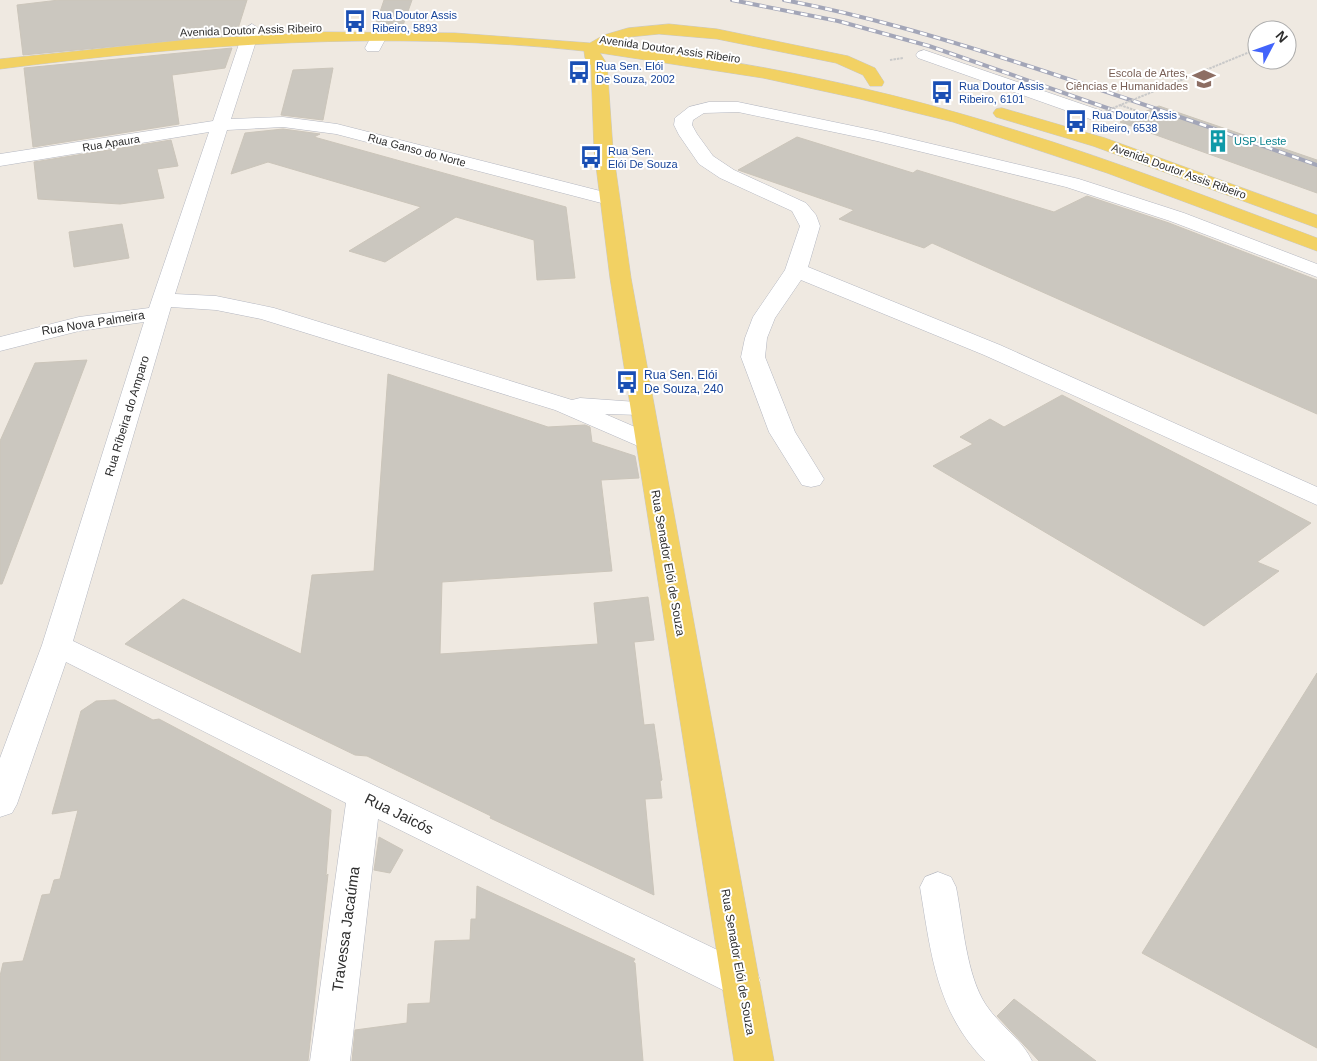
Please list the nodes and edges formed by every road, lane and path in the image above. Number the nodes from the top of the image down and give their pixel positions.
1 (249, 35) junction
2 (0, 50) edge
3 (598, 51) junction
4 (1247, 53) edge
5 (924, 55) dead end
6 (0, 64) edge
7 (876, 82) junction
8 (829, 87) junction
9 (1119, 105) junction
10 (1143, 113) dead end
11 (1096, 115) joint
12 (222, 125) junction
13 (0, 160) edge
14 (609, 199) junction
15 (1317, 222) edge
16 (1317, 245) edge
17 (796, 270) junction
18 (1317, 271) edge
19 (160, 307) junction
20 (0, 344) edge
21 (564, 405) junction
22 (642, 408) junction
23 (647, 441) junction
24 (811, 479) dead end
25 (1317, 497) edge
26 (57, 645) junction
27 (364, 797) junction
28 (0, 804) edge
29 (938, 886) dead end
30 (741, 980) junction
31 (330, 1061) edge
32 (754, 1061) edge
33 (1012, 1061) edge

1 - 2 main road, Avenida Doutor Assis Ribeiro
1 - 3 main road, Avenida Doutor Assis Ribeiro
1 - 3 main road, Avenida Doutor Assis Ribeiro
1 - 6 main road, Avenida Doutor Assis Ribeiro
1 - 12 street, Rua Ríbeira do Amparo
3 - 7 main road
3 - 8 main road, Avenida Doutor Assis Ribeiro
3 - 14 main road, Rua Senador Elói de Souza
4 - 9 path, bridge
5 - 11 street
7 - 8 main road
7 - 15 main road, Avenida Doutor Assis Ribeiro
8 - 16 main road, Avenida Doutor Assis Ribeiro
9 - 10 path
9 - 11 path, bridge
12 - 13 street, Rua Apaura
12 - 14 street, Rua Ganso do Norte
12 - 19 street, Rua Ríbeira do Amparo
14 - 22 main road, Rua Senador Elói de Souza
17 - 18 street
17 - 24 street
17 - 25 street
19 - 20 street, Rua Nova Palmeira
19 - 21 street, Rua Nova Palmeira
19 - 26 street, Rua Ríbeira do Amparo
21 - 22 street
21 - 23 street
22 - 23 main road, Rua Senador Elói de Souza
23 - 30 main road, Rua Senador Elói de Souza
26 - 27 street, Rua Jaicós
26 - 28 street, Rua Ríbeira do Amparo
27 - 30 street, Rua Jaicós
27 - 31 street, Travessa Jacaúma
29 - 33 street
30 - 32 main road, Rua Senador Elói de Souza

==

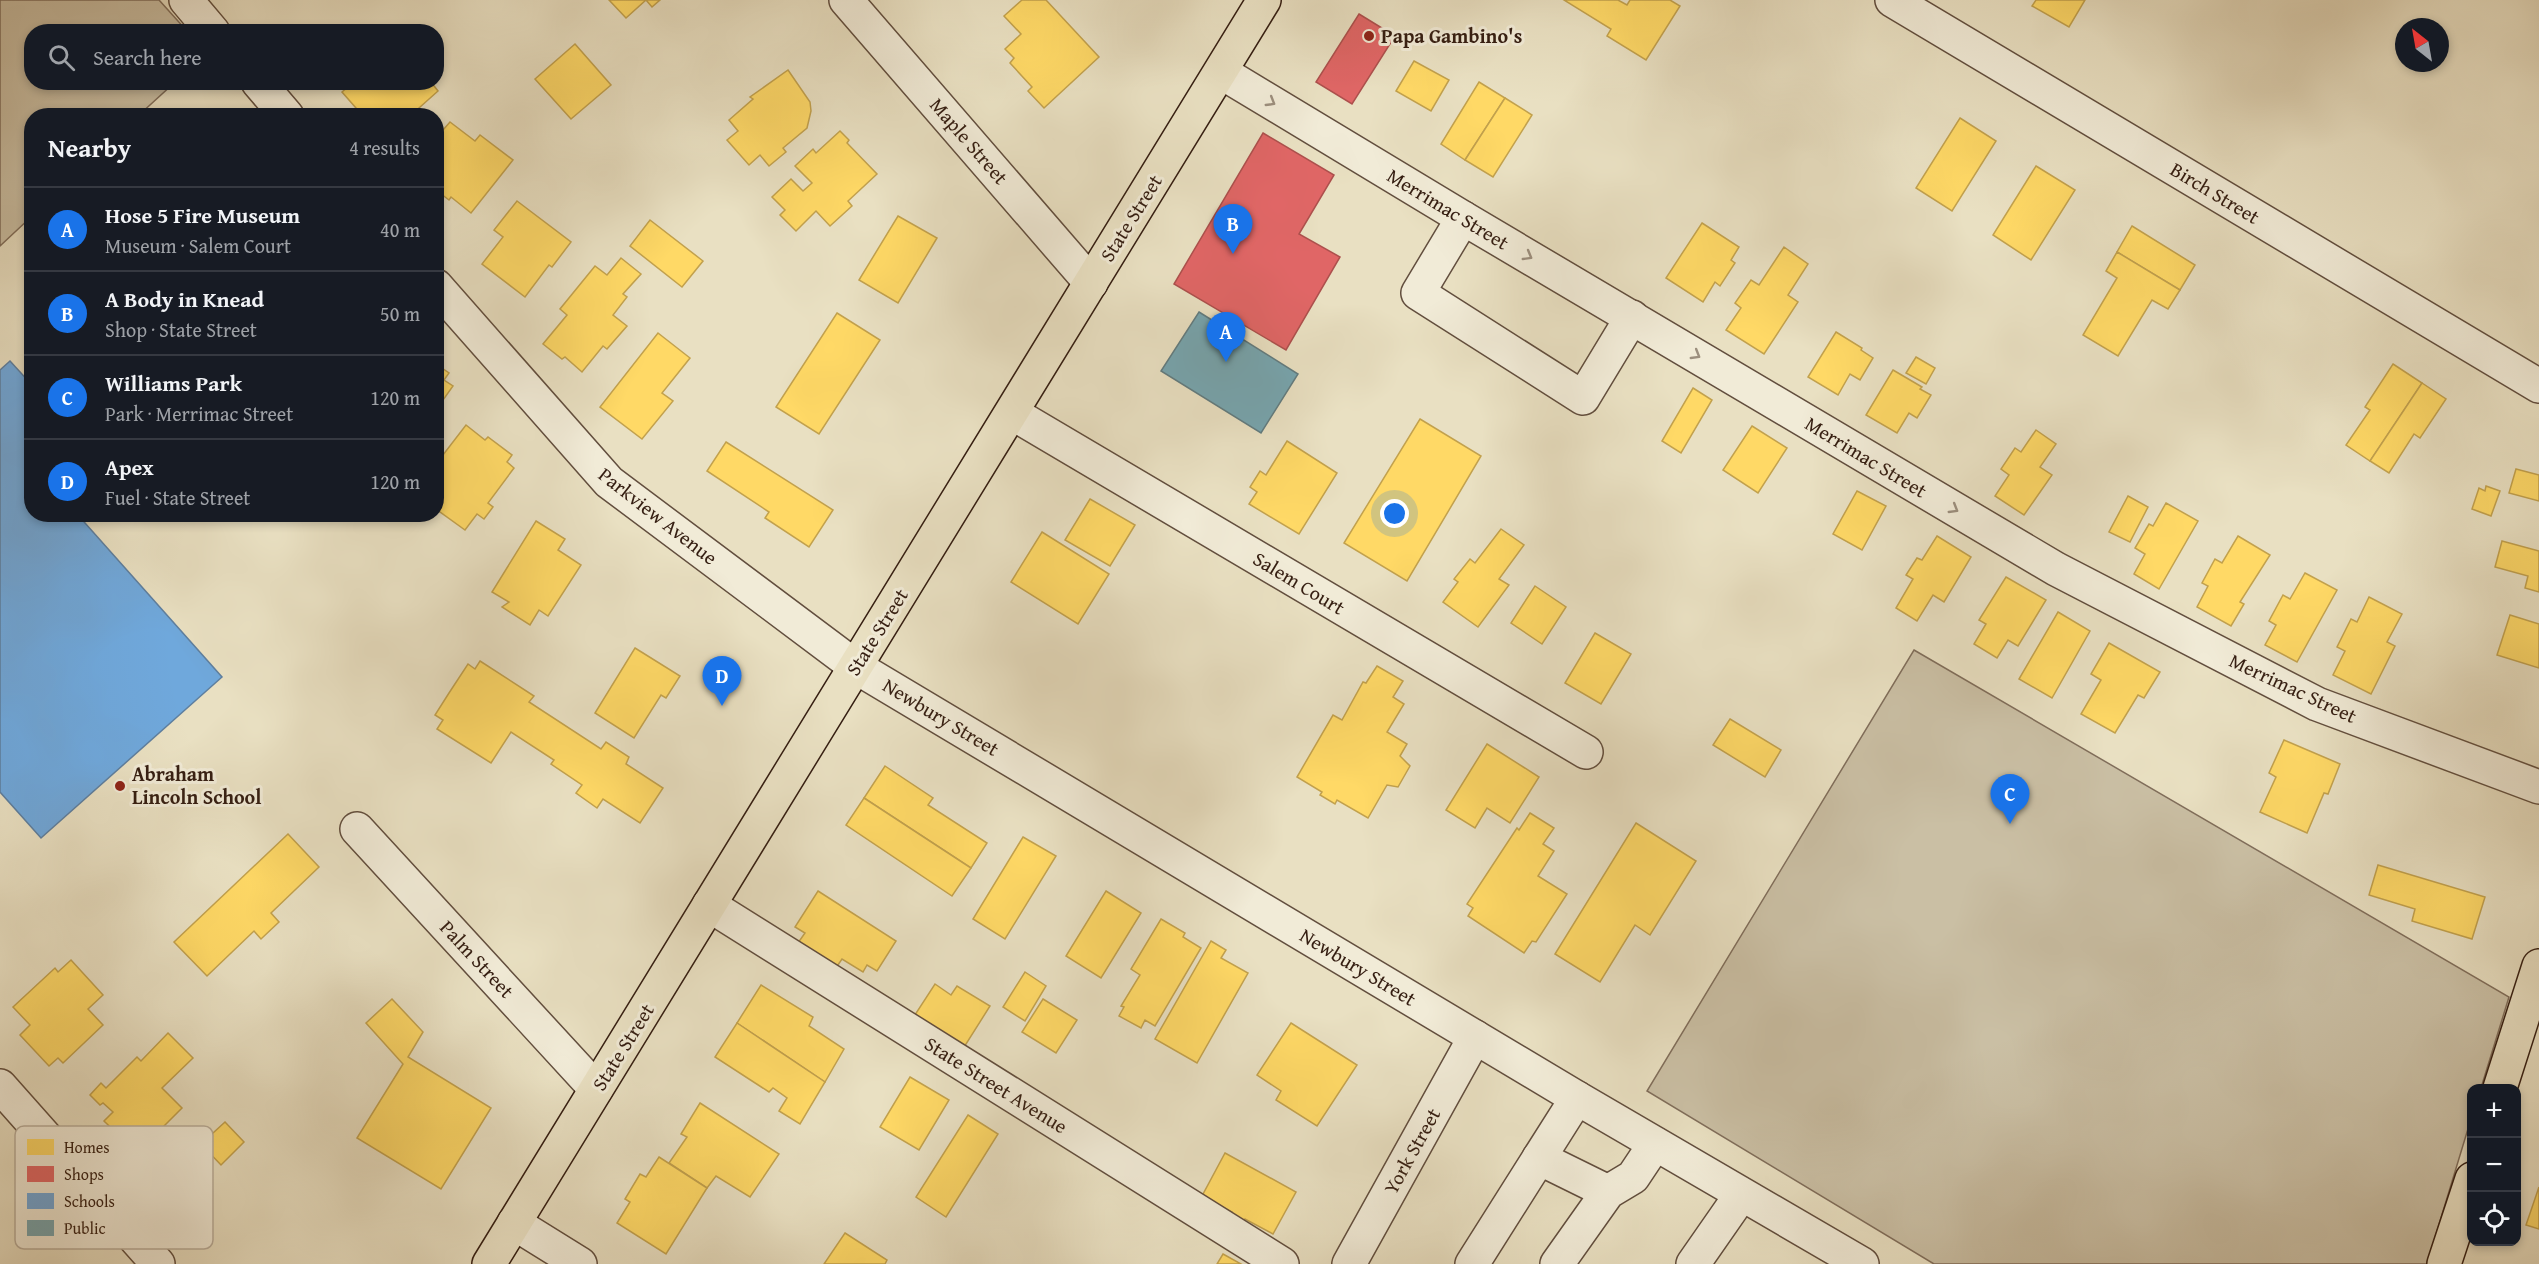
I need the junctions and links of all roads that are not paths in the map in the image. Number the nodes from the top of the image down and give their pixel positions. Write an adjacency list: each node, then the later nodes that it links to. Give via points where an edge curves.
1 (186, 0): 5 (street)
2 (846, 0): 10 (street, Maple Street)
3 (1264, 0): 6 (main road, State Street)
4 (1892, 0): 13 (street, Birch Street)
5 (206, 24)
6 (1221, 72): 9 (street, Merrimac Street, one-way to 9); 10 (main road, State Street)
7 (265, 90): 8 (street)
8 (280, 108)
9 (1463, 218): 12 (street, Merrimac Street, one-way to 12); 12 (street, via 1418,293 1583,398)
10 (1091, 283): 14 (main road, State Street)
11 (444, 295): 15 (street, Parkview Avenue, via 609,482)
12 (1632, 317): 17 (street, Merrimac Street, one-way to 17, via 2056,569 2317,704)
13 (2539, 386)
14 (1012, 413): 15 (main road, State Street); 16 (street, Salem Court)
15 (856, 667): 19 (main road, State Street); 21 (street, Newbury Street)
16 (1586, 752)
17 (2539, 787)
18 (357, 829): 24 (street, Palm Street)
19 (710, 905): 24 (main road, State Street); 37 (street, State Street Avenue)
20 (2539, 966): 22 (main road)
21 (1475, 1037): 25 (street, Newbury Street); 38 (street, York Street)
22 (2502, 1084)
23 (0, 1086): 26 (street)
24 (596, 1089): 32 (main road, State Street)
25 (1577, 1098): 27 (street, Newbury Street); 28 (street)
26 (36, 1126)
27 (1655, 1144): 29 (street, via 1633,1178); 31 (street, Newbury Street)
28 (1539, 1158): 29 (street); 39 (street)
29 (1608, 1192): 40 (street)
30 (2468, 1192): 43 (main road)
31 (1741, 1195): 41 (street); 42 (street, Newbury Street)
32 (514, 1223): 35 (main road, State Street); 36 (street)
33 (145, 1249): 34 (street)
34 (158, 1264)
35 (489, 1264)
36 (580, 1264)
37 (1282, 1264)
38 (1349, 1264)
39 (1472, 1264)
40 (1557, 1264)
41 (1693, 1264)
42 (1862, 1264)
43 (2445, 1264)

==

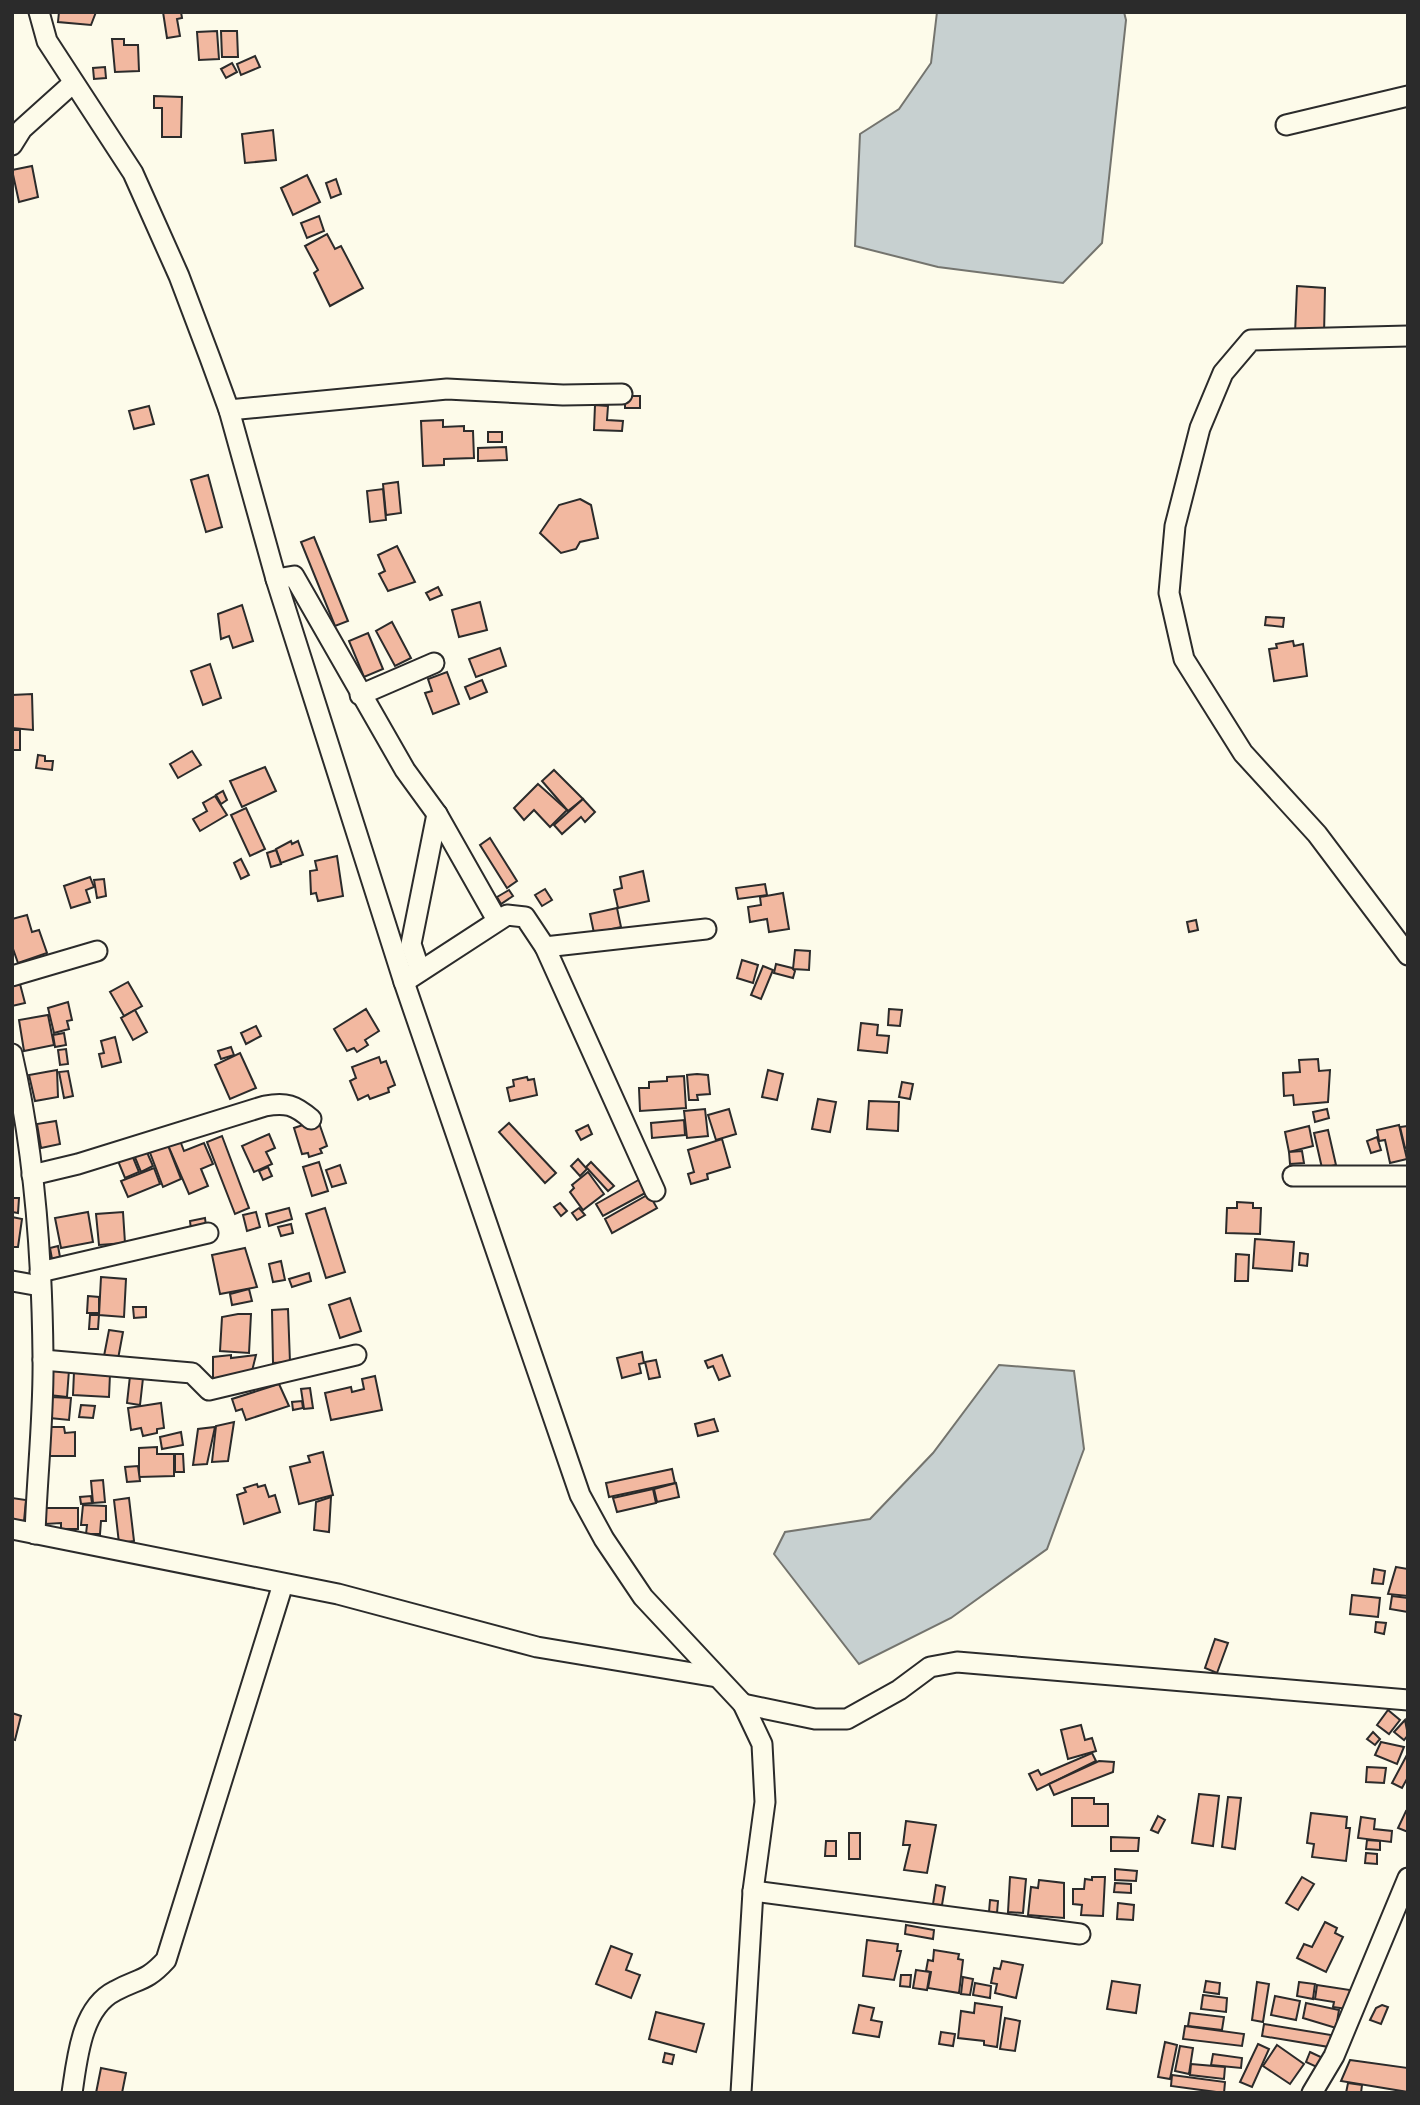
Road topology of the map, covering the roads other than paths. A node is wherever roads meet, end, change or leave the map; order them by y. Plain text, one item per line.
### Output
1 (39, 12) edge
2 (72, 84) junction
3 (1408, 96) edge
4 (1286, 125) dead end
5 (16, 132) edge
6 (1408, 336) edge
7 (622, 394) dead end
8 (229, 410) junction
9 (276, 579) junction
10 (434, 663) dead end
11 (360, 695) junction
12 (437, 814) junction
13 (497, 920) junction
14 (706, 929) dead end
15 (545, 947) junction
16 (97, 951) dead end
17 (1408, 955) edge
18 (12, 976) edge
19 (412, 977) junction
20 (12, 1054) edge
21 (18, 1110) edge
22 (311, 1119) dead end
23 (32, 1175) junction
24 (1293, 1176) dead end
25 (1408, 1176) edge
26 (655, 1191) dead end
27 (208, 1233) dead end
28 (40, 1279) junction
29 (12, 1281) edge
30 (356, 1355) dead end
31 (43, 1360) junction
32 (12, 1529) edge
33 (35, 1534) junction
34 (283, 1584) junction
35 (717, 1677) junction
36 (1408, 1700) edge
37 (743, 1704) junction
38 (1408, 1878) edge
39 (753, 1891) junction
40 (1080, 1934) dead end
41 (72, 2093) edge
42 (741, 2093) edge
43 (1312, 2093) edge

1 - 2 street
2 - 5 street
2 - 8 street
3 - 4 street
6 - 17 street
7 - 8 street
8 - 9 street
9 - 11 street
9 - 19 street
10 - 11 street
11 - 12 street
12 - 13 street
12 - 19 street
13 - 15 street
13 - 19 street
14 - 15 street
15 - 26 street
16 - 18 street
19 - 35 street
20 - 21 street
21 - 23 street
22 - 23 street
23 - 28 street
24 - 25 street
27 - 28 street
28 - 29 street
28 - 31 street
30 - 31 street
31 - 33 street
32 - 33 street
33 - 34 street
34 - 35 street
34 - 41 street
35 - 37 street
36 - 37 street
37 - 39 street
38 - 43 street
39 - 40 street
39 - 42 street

# DIRECTIONS FOR THIS TASK
Where a line of the listing contains "pixel", count it; your answer must be only the resulting number.

# OUTPUT FOR THIS EXERCISE
2